Isolation by distance in a continuous population: reconciliation between spatial autocorrelation analysis and population genetics models

Abstract: Analysis of the spatial genetic structure within continuous populations in their natural habitat can reveal acting evolutionary processes. Spatial autocorrelation statistics are often used for this purpose, but their relationships with population genetics models have not been thoroughly established. Moreover, it has been argued that the dependency of these statistics on variation in mutation rates among loci strongly limits their interest for inferential purposes. In the context of an isolation by distance process, we describe relationships between a descriptor of the spatial genetic structure used in empirical studies, Moran's I statistic and population genetics parameters. In particular, we point out that, when Moran's I statistic is used to describe correlation in allele frequencies at the individual level, it provides an estimator of Wright's coefficient of relationship.
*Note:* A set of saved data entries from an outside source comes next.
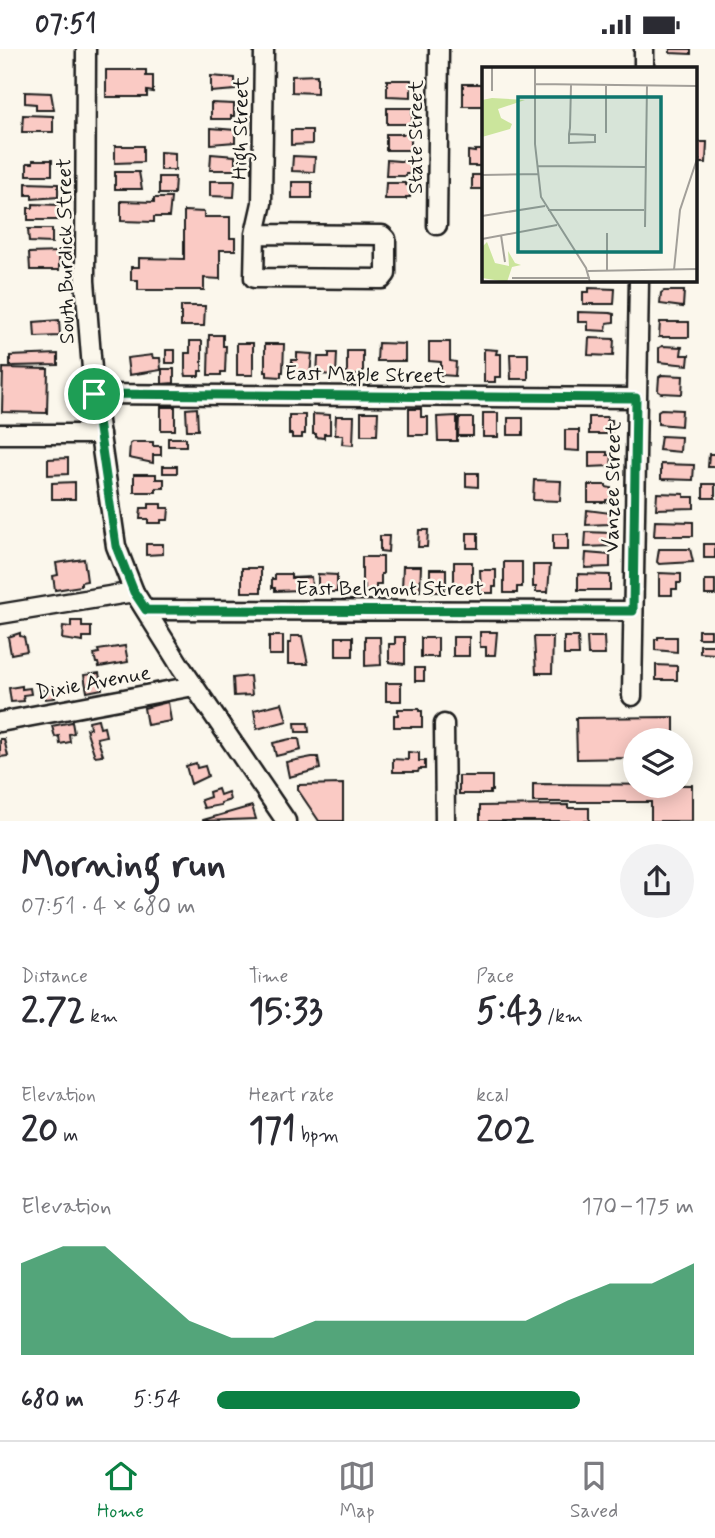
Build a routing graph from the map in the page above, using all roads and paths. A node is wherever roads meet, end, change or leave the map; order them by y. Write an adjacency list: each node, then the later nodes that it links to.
1 (86, 49): 9 (street, South Burdick Street)
2 (264, 49): 7 (street, High Street)
3 (439, 49): 6 (street, State Street)
4 (644, 49): 5 (street)
5 (644, 67)
6 (437, 225)
7 (255, 234): 7 (street, High Street)
8 (639, 282): 10 (street, Vanzee Street)
9 (94, 394): 10 (street, East Maple Street); 12 (street, South Burdick Street)
10 (636, 398): 15 (street, Vanzee Street)
11 (0, 434): 12 (street)
12 (100, 434): 13 (street, South Burdick Street)
13 (134, 592): 14 (street, South Burdick Street); 16 (street)
14 (146, 610): 15 (street, East Belmont Street); 17 (street, South Burdick Street)
15 (633, 611): 18 (street, Vanzee Street)
16 (0, 614)
17 (194, 686): 19 (street, Dixie Avenue); 21 (street, South Burdick Street)
18 (632, 696)
19 (0, 722)
20 (444, 724): 22 (street)
21 (286, 821)
22 (445, 821)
We also show that the latter parameter, as a descriptor of genetic structure, is not influenced by selfing rate or ploidy level. Under specific finite population models, numerical simulations show that values of Moran's I statistic can be predicted from analytical theory. These simulations are also used to estimate the time taken to approach a structure at equilibrium. Finally, we discuss the conditions under which spatial autocorrelation statistics are little influenced by variation in mutation rates, so that they could be used to estimate gene dispersal parameters.